Exercise details
Look through the listing and report every line that has "hand" in it.
Segment Start: Information provided
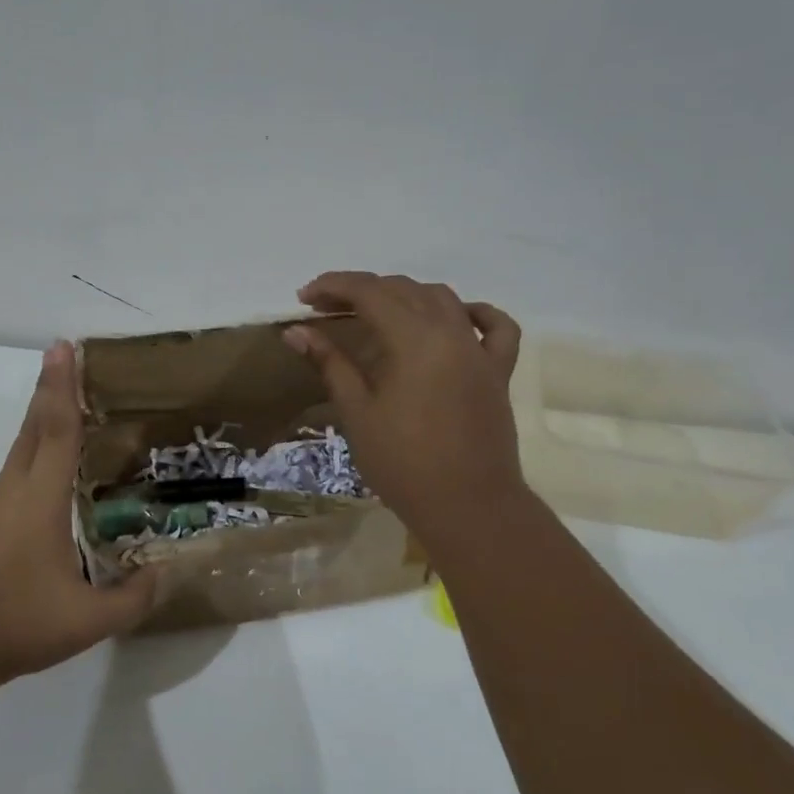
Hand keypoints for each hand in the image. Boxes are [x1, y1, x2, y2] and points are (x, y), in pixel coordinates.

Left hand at [0, 341, 155, 686]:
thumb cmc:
Segment End: Information provided
Response
Hand keypoints for each hand in the image. Boxes are [x1, y1, x2, y2] and points are (x, y), in pixel coordinates.
Left hand at [0, 341, 155, 686]:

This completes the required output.